Your task: Transcribe exactly the line containing "pinky pip: (283, 307)" and each line after it, through the end of the entries, with nothing before or after.

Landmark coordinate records
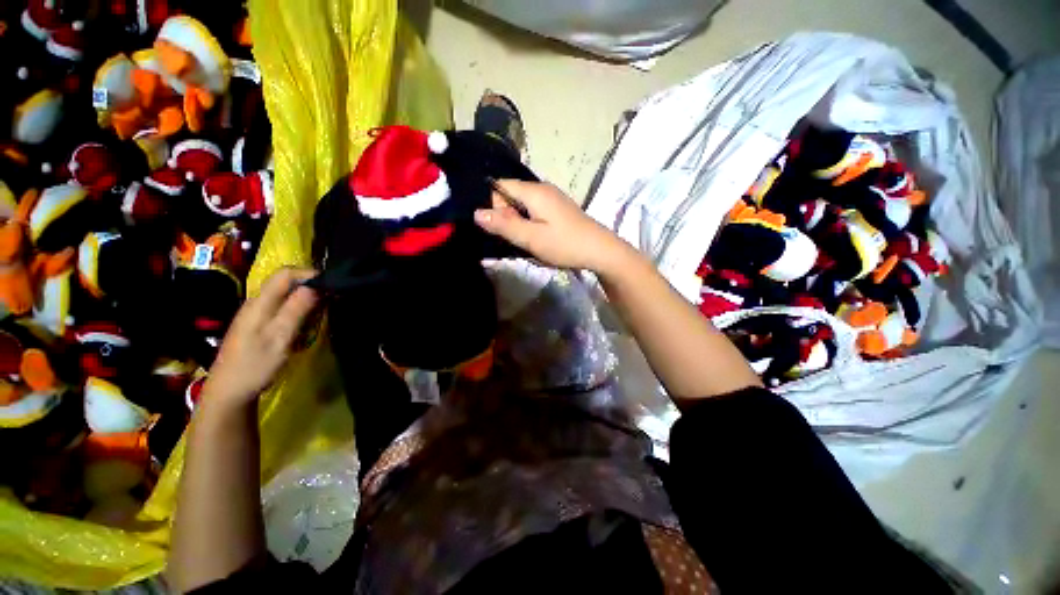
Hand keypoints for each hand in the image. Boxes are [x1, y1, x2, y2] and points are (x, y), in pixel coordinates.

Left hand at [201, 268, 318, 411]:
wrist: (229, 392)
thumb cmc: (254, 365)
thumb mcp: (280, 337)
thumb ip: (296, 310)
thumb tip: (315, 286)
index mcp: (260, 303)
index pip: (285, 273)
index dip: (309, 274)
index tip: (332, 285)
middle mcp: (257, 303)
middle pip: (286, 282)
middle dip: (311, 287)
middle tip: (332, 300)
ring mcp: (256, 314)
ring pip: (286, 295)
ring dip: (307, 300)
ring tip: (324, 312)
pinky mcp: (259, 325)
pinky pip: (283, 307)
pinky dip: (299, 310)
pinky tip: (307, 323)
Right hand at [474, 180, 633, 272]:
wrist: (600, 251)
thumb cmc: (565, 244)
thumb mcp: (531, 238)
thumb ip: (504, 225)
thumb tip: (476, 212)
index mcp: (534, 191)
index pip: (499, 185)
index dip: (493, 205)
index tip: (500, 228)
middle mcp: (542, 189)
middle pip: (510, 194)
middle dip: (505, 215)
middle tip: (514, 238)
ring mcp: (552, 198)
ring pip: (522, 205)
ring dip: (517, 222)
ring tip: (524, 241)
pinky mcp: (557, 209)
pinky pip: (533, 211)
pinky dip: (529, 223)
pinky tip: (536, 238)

Answer below:
pinky pip: (283, 307)
pinky dip: (299, 310)
pinky tip: (307, 323)
Right hand at [474, 180, 633, 272]:
wrist: (600, 251)
thumb cmc: (565, 244)
thumb mcp: (531, 238)
thumb ip: (504, 225)
thumb tip: (476, 212)
index mcp: (534, 191)
index pip: (499, 185)
index dip: (493, 205)
index tip: (500, 228)
middle mcp: (542, 189)
middle pip: (510, 194)
middle dip: (505, 215)
middle tip: (514, 238)
ring mcp: (552, 198)
ring pip: (522, 205)
ring dip: (517, 222)
ring tip: (524, 241)
pinky mcp: (557, 209)
pinky pip: (533, 211)
pinky dip: (529, 223)
pinky tip: (536, 238)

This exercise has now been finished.